Nick was staring at the ground, his long blond hair hanging down in his stunning face. Nick Lund was so beautiful, every thought I had of him was obscene. So I tried not to think about him, but that didn’t work well. “So f*****g what,” he whispered in his usual low voice. “C’est la vie.”
“Oh, Nick, man, I can’t get in trouble again, you know my dad…Come on, Nico boy, don’t lemme stand here with my d**k in the wind.”
“Okay, take off,” Nick said quietly. “Get outta here.”
Josh bolted out of the street faster than Carl Lewis. “I owe you one, Lund,” he shouted over his shoulder.
“Nick, why d’you let him leave?” David’s dark eyes shone every time he spoke to Nick. Like he had fever.
Mrs. Pinet had come back out. We all stiffened at the sight of her stern face. “Okay boys, you’re gonna clean this up before your father comes home tomorrow and sees this.”
Sebastian kicked a rock in the street and looked over at Nick. “This is all Boone’s fault, you know. He started all of this.”
David slapped his brother’s shoulder. “No, you did, by insulting Boone’s brother. You know the Lund code.” Then he stared into Nick’s face. “Right, Nicolai?”
“Right,” Nick said with a smirk, pushing a knot of toilet paper into David’s flat stomach. “You mess with one, you mess with all of us.”
David laughed a little. Dark-haired, thin and graceful, he was a ballet dancer, and everyone in town knew it, too. But because Nick protected him, Terry and Josh didn’t mess with David. There was something between Nick and David no one dared name or criticize. It was a sacred bond.
I couldn’t dream of ever being admitted into their world. David was so much more refined than the other guys. Always wearing black and smoking his long cigarettes.
“Hey, I’m sorry for what my brother said about you.” And another thing, whenever David spoke to Nick, he always sounded like he was in pain. “You’re not retarded.”
Nick was severely dyslexic. He’d quit school after his last bad report card last month. Everyone said he was going to become a bum.
Funny, I didn’t think so.
Finally, Nick glanced at me, his cobalt blue eyes sending a thrill of excitement down my spine. “Um, you all right, O’Reilly?” he asked, his tone turning gentle. “You’re not too hurt, are you?”
I shook my head. No. I bit my lower lip, unable to say a word. My crush on him was turning into an obsession. We’d been neighbors for years, but never friends. We’d talk once in a while, or he’d say hello to me in the school hall last year, but everything had changed over the summer. My feelings for him were overwhelming, and Nick seemed uneasy around me. He never called me by my first name anymore.

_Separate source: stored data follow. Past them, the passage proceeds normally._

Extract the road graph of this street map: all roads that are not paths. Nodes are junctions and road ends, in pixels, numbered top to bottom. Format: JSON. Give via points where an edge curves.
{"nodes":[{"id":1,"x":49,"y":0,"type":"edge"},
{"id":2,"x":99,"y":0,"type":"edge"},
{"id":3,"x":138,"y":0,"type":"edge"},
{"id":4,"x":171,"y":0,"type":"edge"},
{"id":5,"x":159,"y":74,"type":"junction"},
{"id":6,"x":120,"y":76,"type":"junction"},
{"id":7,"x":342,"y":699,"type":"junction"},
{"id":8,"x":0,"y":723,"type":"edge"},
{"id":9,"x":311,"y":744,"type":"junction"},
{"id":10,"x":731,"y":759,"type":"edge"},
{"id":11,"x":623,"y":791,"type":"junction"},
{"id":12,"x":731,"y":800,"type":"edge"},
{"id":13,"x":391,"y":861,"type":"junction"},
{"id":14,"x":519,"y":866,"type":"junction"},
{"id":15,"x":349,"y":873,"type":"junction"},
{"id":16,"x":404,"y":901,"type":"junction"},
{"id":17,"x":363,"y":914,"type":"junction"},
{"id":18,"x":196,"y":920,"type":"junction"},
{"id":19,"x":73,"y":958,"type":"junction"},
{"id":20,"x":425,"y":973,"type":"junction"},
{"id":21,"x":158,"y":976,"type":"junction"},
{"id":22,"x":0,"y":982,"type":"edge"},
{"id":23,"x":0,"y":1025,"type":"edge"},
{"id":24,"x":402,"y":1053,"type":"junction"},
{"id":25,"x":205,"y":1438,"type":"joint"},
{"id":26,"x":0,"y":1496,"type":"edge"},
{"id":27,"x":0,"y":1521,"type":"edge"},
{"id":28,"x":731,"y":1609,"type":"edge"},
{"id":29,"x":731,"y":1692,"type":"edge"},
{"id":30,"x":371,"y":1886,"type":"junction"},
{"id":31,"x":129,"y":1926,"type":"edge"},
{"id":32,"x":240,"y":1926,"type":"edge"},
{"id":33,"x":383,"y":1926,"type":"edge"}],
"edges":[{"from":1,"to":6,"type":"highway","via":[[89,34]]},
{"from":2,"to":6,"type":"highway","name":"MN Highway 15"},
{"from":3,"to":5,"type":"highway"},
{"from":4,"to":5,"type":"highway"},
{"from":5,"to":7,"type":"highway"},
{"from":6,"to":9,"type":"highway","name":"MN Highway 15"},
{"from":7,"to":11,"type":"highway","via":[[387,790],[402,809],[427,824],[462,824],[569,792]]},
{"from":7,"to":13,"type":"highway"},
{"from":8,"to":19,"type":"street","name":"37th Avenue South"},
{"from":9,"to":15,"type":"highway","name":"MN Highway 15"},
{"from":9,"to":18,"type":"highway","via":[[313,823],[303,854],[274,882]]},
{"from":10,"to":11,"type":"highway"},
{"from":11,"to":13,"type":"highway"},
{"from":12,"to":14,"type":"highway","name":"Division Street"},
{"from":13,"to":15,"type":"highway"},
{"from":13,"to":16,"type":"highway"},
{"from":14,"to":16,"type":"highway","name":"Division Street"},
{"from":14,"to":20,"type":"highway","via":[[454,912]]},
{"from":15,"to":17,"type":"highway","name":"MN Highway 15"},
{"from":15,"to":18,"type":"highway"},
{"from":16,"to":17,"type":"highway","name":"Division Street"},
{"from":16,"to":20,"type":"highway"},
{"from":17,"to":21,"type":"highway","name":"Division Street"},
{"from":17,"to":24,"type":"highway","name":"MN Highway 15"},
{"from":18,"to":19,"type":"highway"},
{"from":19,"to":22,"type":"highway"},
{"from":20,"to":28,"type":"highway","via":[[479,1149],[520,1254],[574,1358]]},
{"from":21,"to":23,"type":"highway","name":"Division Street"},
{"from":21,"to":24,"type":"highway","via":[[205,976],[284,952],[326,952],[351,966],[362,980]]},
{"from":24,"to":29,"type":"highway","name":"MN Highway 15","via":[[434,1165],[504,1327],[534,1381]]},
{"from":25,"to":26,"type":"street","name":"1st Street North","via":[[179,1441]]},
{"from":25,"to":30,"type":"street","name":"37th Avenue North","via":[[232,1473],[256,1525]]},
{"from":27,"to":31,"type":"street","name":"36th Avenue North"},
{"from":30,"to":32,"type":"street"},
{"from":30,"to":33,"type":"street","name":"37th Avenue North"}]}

“How come you’re allowed to leave your house after eleven?” Sebastian was throwing strings of toilet paper into a trash bag and grinning maliciously at me. The kid was eleven, but that didn’t stop him from bullying me. “Your crazy mom is gonna come looking for you and—”
“Call his mother crazy again.” Nick eyeballed Sebastian. “Come on. I dare you.”
Sebastian swallowed hard, glanced at his brother, and then quickly turned away, going back to the house.
I felt bloody triumphant.
“I’m gonna go.” Terry was walking backwards into the street. “I was supposed to meet Laurie an hour ago. She’s gonna be pissed.” He was obviously looking for approval from Nick. “We’ll catch up tomorrow, right? I can get you those tires, like I said.”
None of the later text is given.